TRY IT – Your answer must be the full listing, reproduced exactly, minus any pictures.

DATA FOR ANALYSIS section start

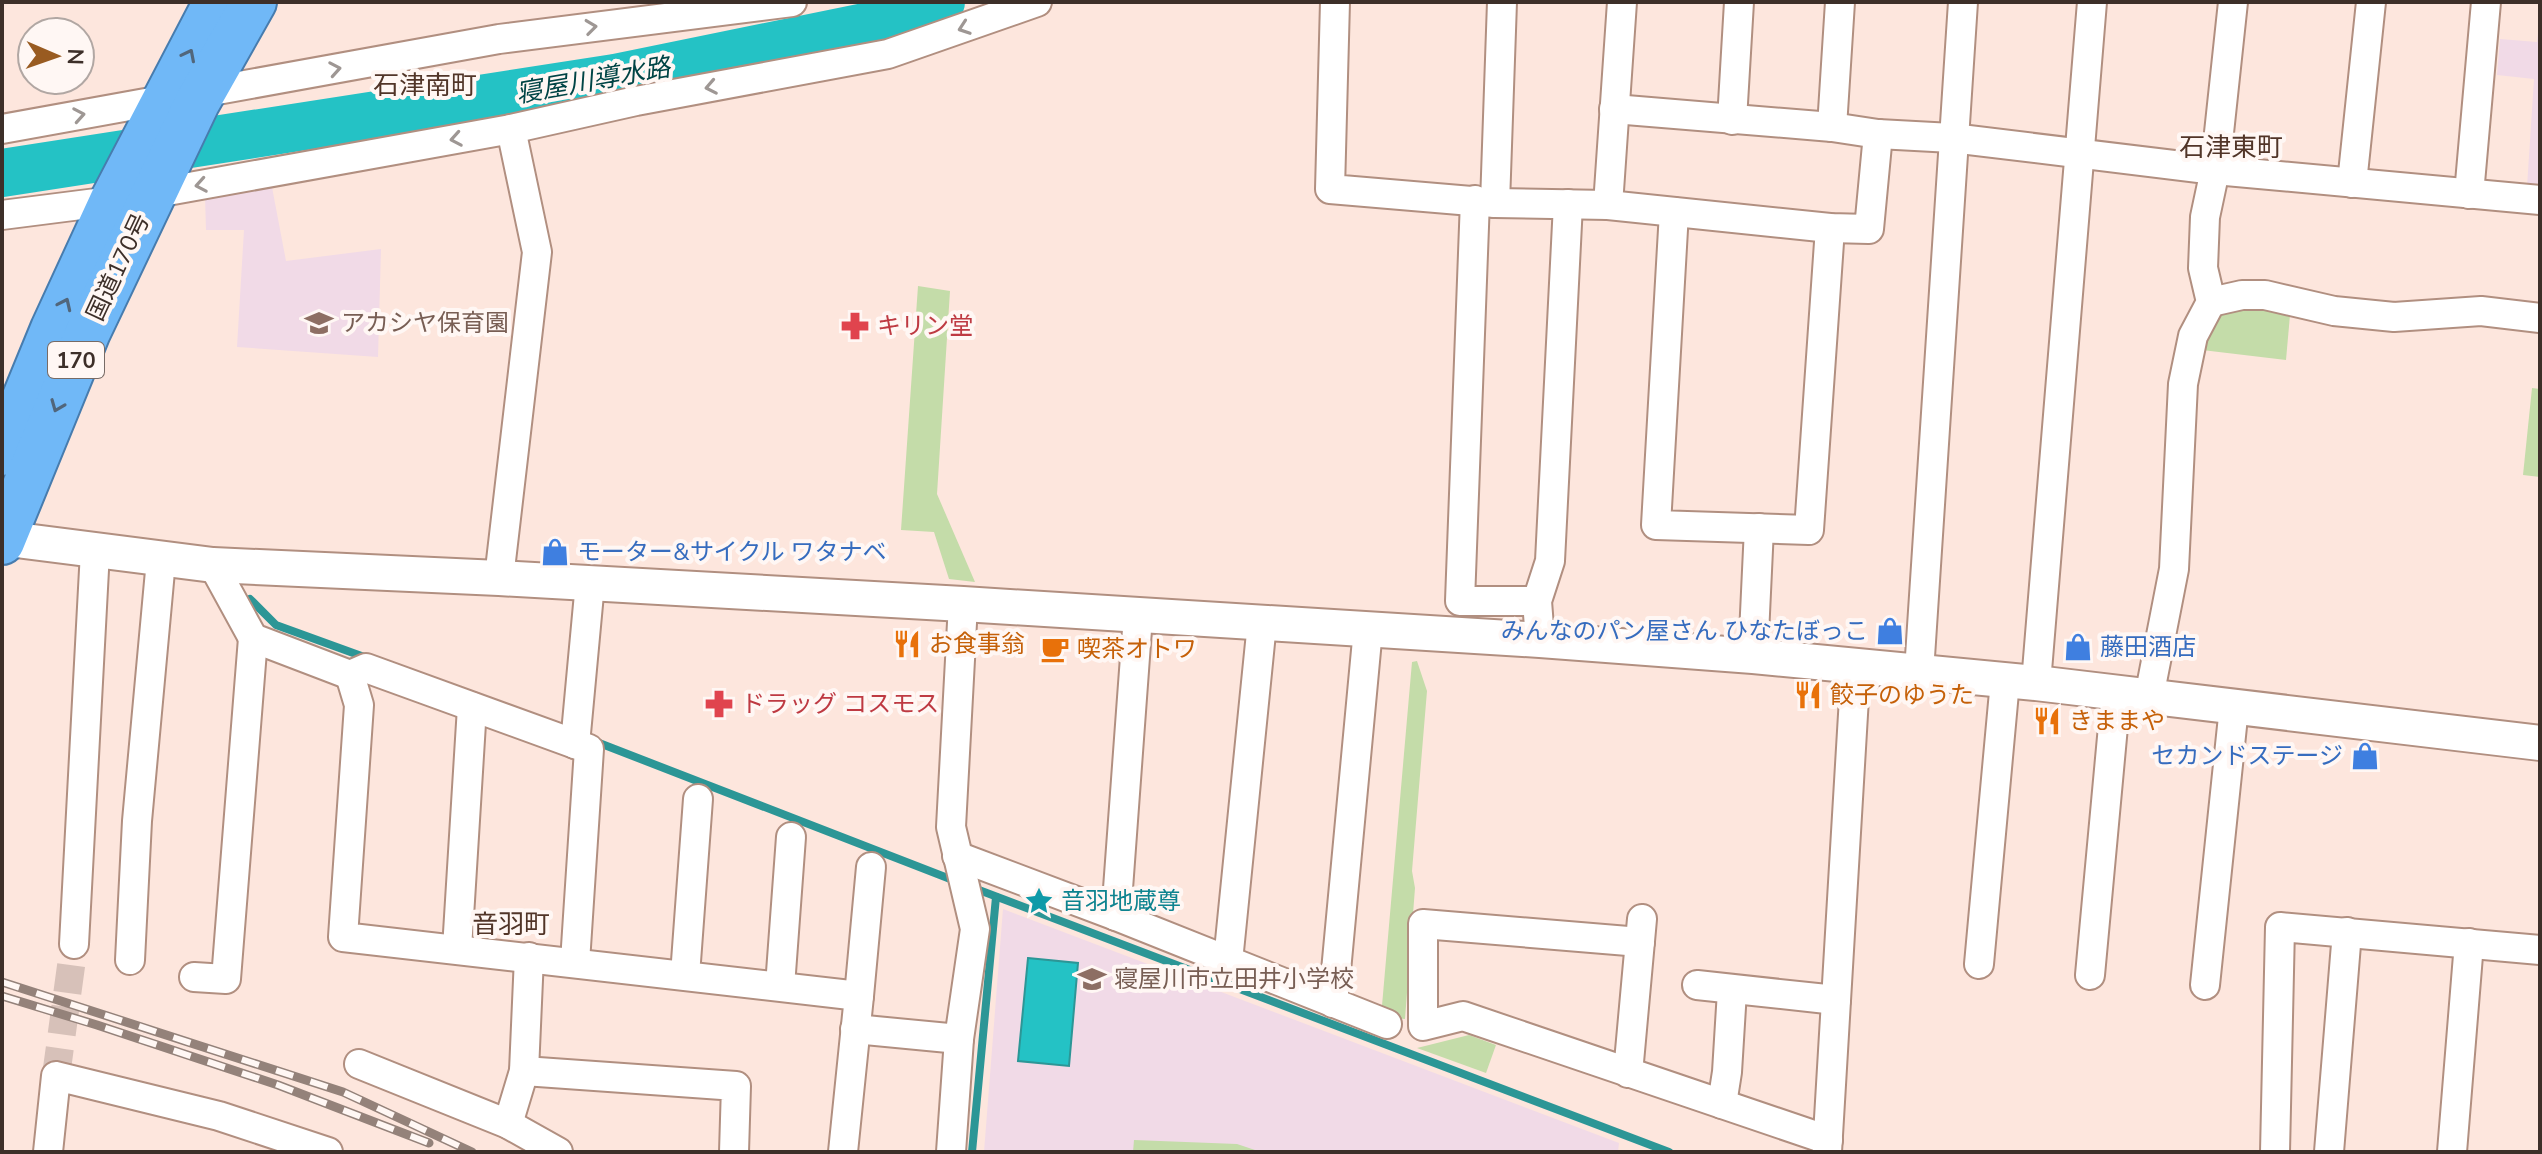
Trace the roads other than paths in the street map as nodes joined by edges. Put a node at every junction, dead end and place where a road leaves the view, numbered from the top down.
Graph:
1 (216, 2) edge
2 (254, 2) edge
3 (792, 2) edge
4 (1037, 2) edge
5 (1335, 2) edge
6 (1502, 2) edge
7 (1622, 2) edge
8 (1739, 2) edge
9 (1840, 2) edge
10 (1963, 2) edge
11 (2092, 2) edge
12 (2233, 2) edge
13 (2371, 2) edge
14 (2486, 2) edge
15 (181, 101) junction
16 (1614, 109) junction
17 (1732, 120) junction
18 (1832, 127) junction
19 (2, 129) edge
20 (511, 129) junction
21 (1878, 134) junction
22 (1952, 138) junction
23 (2078, 152) junction
24 (2215, 170) junction
25 (2352, 183) junction
26 (136, 191) junction
27 (2469, 194) junction
28 (2540, 200) edge
29 (1485, 202) junction
30 (1568, 204) junction
31 (1608, 205) junction
32 (1674, 212) junction
33 (2, 215) edge
34 (1830, 228) junction
35 (2211, 302) junction
36 (2540, 318) edge
37 (2, 453) edge
38 (1759, 528) junction
39 (3, 539) edge
40 (95, 551) junction
41 (161, 560) junction
42 (213, 565) junction
43 (499, 578) junction
44 (590, 583) junction
45 (1537, 601) junction
46 (963, 604) junction
47 (1138, 616) junction
48 (1262, 623) junction
49 (1368, 629) junction
50 (253, 638) junction
51 (1540, 640) junction
52 (1753, 656) junction
53 (1856, 664) junction
54 (1919, 672) junction
55 (350, 675) junction
56 (2020, 682) junction
57 (2133, 696) junction
58 (472, 707) junction
59 (2234, 707) junction
60 (2540, 743) edge
61 (575, 744) junction
62 (698, 799) dead end
63 (791, 837) dead end
64 (871, 867) dead end
65 (962, 875) junction
66 (1116, 916) junction
67 (2347, 932) junction
68 (2469, 943) junction
69 (74, 944) tunnel mouth
70 (457, 949) junction
71 (2540, 950) edge
72 (529, 957) junction
73 (130, 960) dead end
74 (1228, 961) junction
75 (575, 962) junction
76 (1979, 964) dead end
77 (685, 975) junction
78 (2090, 975) dead end
79 (194, 977) dead end
80 (1697, 985) dead end
81 (2205, 985) dead end
82 (780, 986) junction
83 (1732, 991) junction
84 (859, 996) junction
85 (1836, 1000) junction
86 (1333, 1003) junction
87 (1387, 1024) dead end
88 (855, 1029) junction
89 (959, 1039) junction
90 (359, 1064) dead end
91 (524, 1071) junction
92 (1628, 1073) junction
93 (1722, 1104) junction
94 (508, 1124) junction
95 (1828, 1146) edge
96 (48, 1152) edge
97 (328, 1152) edge
98 (558, 1152) edge
99 (734, 1152) edge
100 (843, 1152) edge
101 (951, 1152) edge
102 (2275, 1152) edge
103 (2329, 1152) edge
104 (2452, 1152) edge

15 -> 1 highway, 国道170号 / 170
2 - 15 highway, 国道170号 / 170
15 -> 3 street
4 -> 20 street
5 - 29 street
6 - 29 street
7 - 16 street
8 - 17 street
9 - 18 street
10 - 22 street
11 - 23 street
12 - 24 street
13 - 25 street
14 - 27 street
19 -> 15 street
15 - 26 highway, 国道170号 / 170
16 - 17 street
16 - 31 street
17 - 18 street
18 - 21 street
20 -> 26 street
20 - 43 street
21 - 22 street
21 - 34 street
22 - 23 street
22 - 54 street
23 - 24 street
23 - 56 street
24 - 25 street
24 - 35 street
25 - 27 street
26 - 33 street
37 -> 26 highway, 国道170号 / 170
26 -> 39 highway, 国道170号 / 170
27 - 28 street
29 - 30 street
29 - 45 street
30 - 31 street
30 - 45 street
31 - 32 street
32 - 34 street
32 - 38 street
34 - 38 street
35 - 36 street
35 - 57 street
38 - 52 street
39 - 40 street
40 - 41 street
40 - 69 street
41 - 42 street
41 - 73 street
42 - 43 street
42 - 50 street
43 - 44 street
44 - 46 street
44 - 61 street
45 - 51 street
46 - 47 street
46 - 65 street
47 - 48 street
47 - 66 street
48 - 49 street
48 - 74 street
49 - 51 street
49 - 86 street
50 - 55 street
50 - 79 street
51 - 52 street
52 - 53 street
53 - 54 street
53 - 85 street
54 - 56 street
55 - 58 street
55 - 70 street
56 - 57 street
56 - 76 street
57 - 59 street
57 - 78 street
58 - 61 street
58 - 70 street
59 - 60 street
59 - 81 street
61 - 75 street
62 - 77 street
63 - 82 street
64 - 84 street
65 - 66 street
65 - 89 street
66 - 74 street
67 - 68 street
67 - 102 street
67 - 103 street
68 - 71 street
68 - 104 street
70 - 72 street
72 - 75 street
72 - 91 street
74 - 86 street
75 - 77 street
77 - 82 street
80 - 83 street
82 - 84 street
83 - 85 street
83 - 93 street
84 - 88 street
85 - 95 street
86 - 87 street
88 - 89 street
88 - 100 street
89 - 101 street
90 - 94 street
91 - 94 street
91 - 99 street
92 - 92 street
92 - 93 street
93 - 95 street
94 - 98 street
96 - 97 street

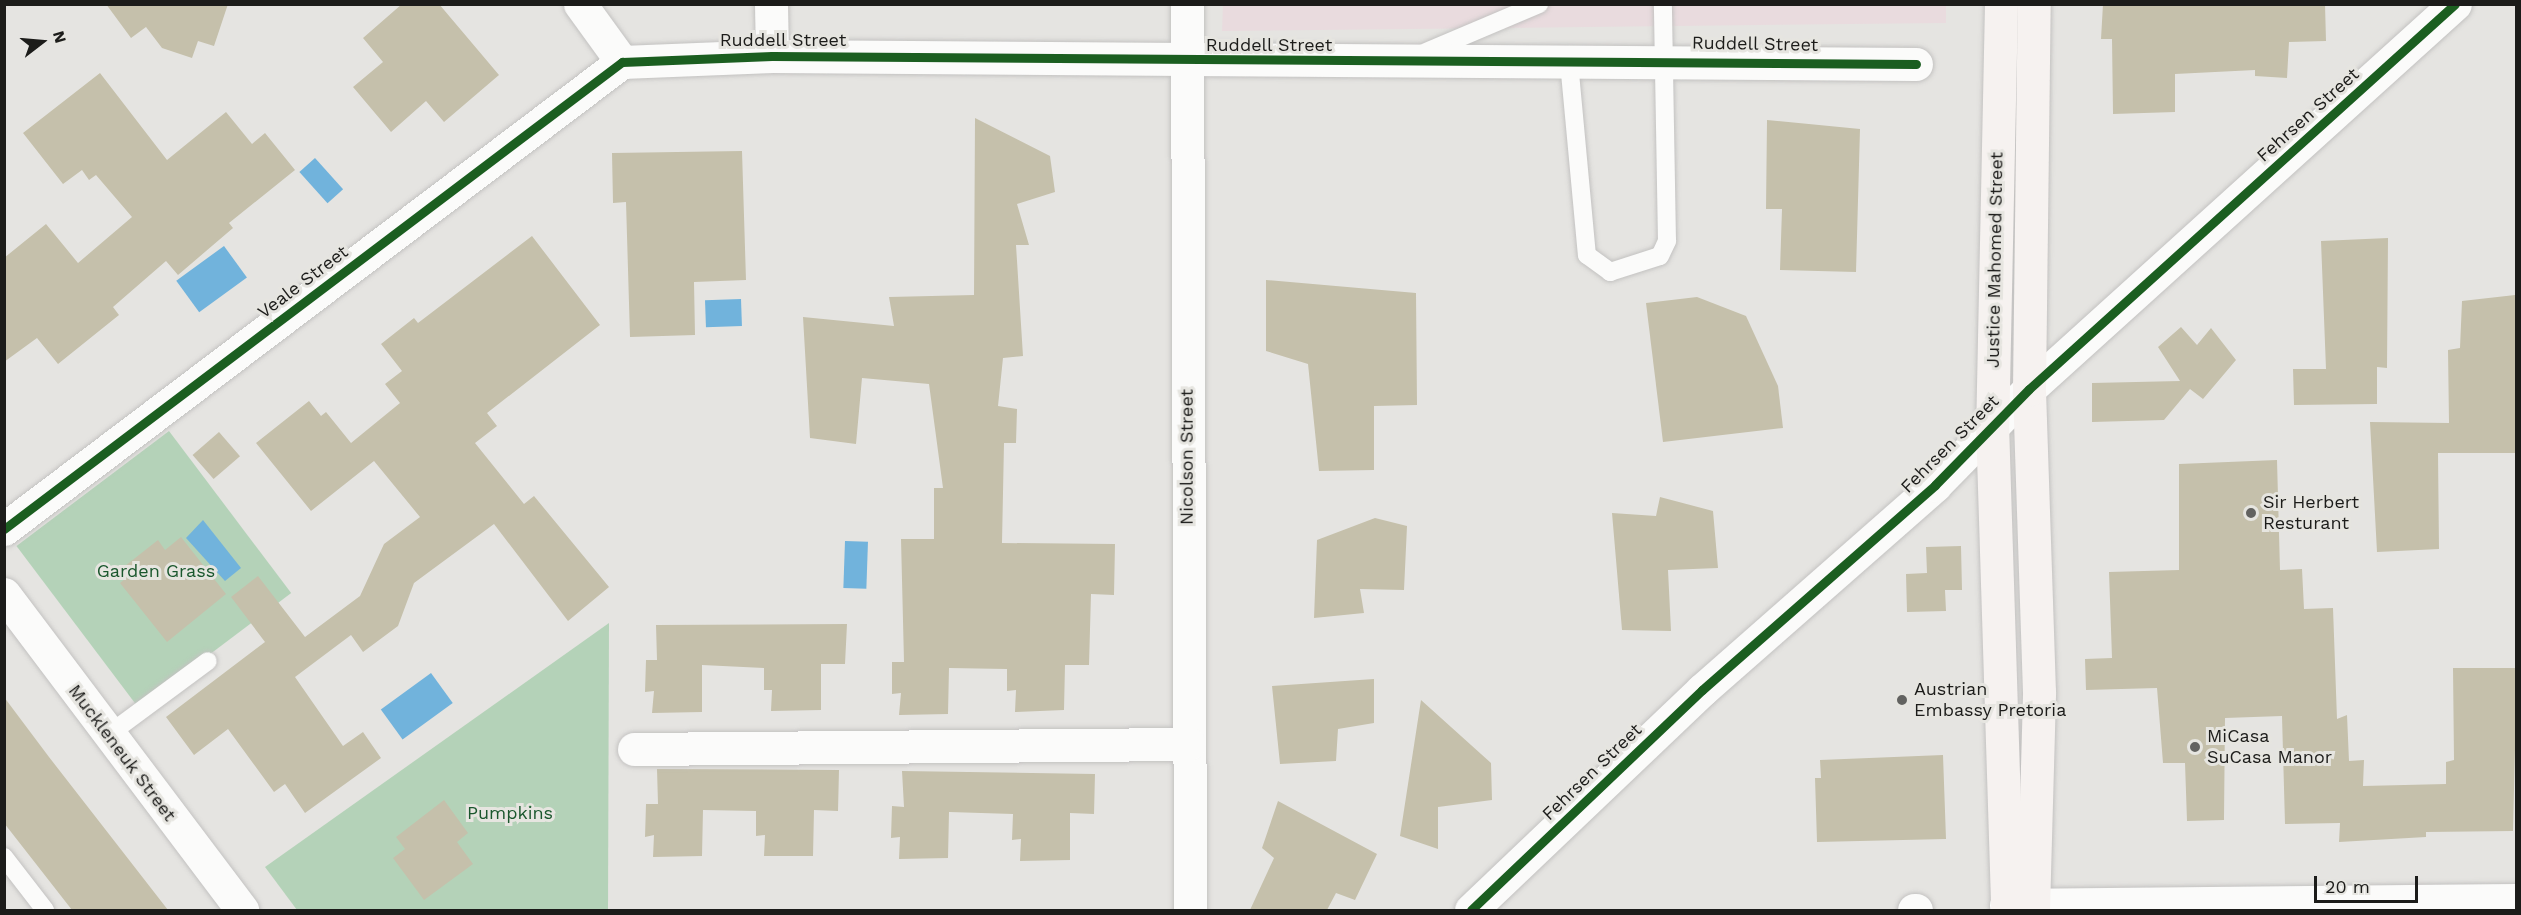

DATA FOR ANALYSIS section end

SOLUTION TO THIS PROBLEM –
Trace the roads other than paths in the street map as nodes joined by edges. Put a node at every junction, dead end and place where a road leaves the view, numbered from the top down.
Graph:
1 (216, 2) edge
2 (254, 2) edge
3 (792, 2) edge
4 (1037, 2) edge
5 (1335, 2) edge
6 (1502, 2) edge
7 (1622, 2) edge
8 (1739, 2) edge
9 (1840, 2) edge
10 (1963, 2) edge
11 (2092, 2) edge
12 (2233, 2) edge
13 (2371, 2) edge
14 (2486, 2) edge
15 (181, 101) junction
16 (1614, 109) junction
17 (1732, 120) junction
18 (1832, 127) junction
19 (2, 129) edge
20 (511, 129) junction
21 (1878, 134) junction
22 (1952, 138) junction
23 (2078, 152) junction
24 (2215, 170) junction
25 (2352, 183) junction
26 (136, 191) junction
27 (2469, 194) junction
28 (2540, 200) edge
29 (1485, 202) junction
30 (1568, 204) junction
31 (1608, 205) junction
32 (1674, 212) junction
33 (2, 215) edge
34 (1830, 228) junction
35 (2211, 302) junction
36 (2540, 318) edge
37 (2, 453) edge
38 (1759, 528) junction
39 (3, 539) edge
40 (95, 551) junction
41 (161, 560) junction
42 (213, 565) junction
43 (499, 578) junction
44 (590, 583) junction
45 (1537, 601) junction
46 (963, 604) junction
47 (1138, 616) junction
48 (1262, 623) junction
49 (1368, 629) junction
50 (253, 638) junction
51 (1540, 640) junction
52 (1753, 656) junction
53 (1856, 664) junction
54 (1919, 672) junction
55 (350, 675) junction
56 (2020, 682) junction
57 (2133, 696) junction
58 (472, 707) junction
59 (2234, 707) junction
60 (2540, 743) edge
61 (575, 744) junction
62 (698, 799) dead end
63 (791, 837) dead end
64 (871, 867) dead end
65 (962, 875) junction
66 (1116, 916) junction
67 (2347, 932) junction
68 (2469, 943) junction
69 (74, 944) tunnel mouth
70 (457, 949) junction
71 (2540, 950) edge
72 (529, 957) junction
73 (130, 960) dead end
74 (1228, 961) junction
75 (575, 962) junction
76 (1979, 964) dead end
77 (685, 975) junction
78 (2090, 975) dead end
79 (194, 977) dead end
80 (1697, 985) dead end
81 (2205, 985) dead end
82 (780, 986) junction
83 (1732, 991) junction
84 (859, 996) junction
85 (1836, 1000) junction
86 (1333, 1003) junction
87 (1387, 1024) dead end
88 (855, 1029) junction
89 (959, 1039) junction
90 (359, 1064) dead end
91 (524, 1071) junction
92 (1628, 1073) junction
93 (1722, 1104) junction
94 (508, 1124) junction
95 (1828, 1146) edge
96 (48, 1152) edge
97 (328, 1152) edge
98 (558, 1152) edge
99 (734, 1152) edge
100 (843, 1152) edge
101 (951, 1152) edge
102 (2275, 1152) edge
103 (2329, 1152) edge
104 (2452, 1152) edge

15 -> 1 highway, 国道170号 / 170
2 - 15 highway, 国道170号 / 170
15 -> 3 street
4 -> 20 street
5 - 29 street
6 - 29 street
7 - 16 street
8 - 17 street
9 - 18 street
10 - 22 street
11 - 23 street
12 - 24 street
13 - 25 street
14 - 27 street
19 -> 15 street
15 - 26 highway, 国道170号 / 170
16 - 17 street
16 - 31 street
17 - 18 street
18 - 21 street
20 -> 26 street
20 - 43 street
21 - 22 street
21 - 34 street
22 - 23 street
22 - 54 street
23 - 24 street
23 - 56 street
24 - 25 street
24 - 35 street
25 - 27 street
26 - 33 street
37 -> 26 highway, 国道170号 / 170
26 -> 39 highway, 国道170号 / 170
27 - 28 street
29 - 30 street
29 - 45 street
30 - 31 street
30 - 45 street
31 - 32 street
32 - 34 street
32 - 38 street
34 - 38 street
35 - 36 street
35 - 57 street
38 - 52 street
39 - 40 street
40 - 41 street
40 - 69 street
41 - 42 street
41 - 73 street
42 - 43 street
42 - 50 street
43 - 44 street
44 - 46 street
44 - 61 street
45 - 51 street
46 - 47 street
46 - 65 street
47 - 48 street
47 - 66 street
48 - 49 street
48 - 74 street
49 - 51 street
49 - 86 street
50 - 55 street
50 - 79 street
51 - 52 street
52 - 53 street
53 - 54 street
53 - 85 street
54 - 56 street
55 - 58 street
55 - 70 street
56 - 57 street
56 - 76 street
57 - 59 street
57 - 78 street
58 - 61 street
58 - 70 street
59 - 60 street
59 - 81 street
61 - 75 street
62 - 77 street
63 - 82 street
64 - 84 street
65 - 66 street
65 - 89 street
66 - 74 street
67 - 68 street
67 - 102 street
67 - 103 street
68 - 71 street
68 - 104 street
70 - 72 street
72 - 75 street
72 - 91 street
74 - 86 street
75 - 77 street
77 - 82 street
80 - 83 street
82 - 84 street
83 - 85 street
83 - 93 street
84 - 88 street
85 - 95 street
86 - 87 street
88 - 89 street
88 - 100 street
89 - 101 street
90 - 94 street
91 - 94 street
91 - 99 street
92 - 92 street
92 - 93 street
93 - 95 street
94 - 98 street
96 - 97 street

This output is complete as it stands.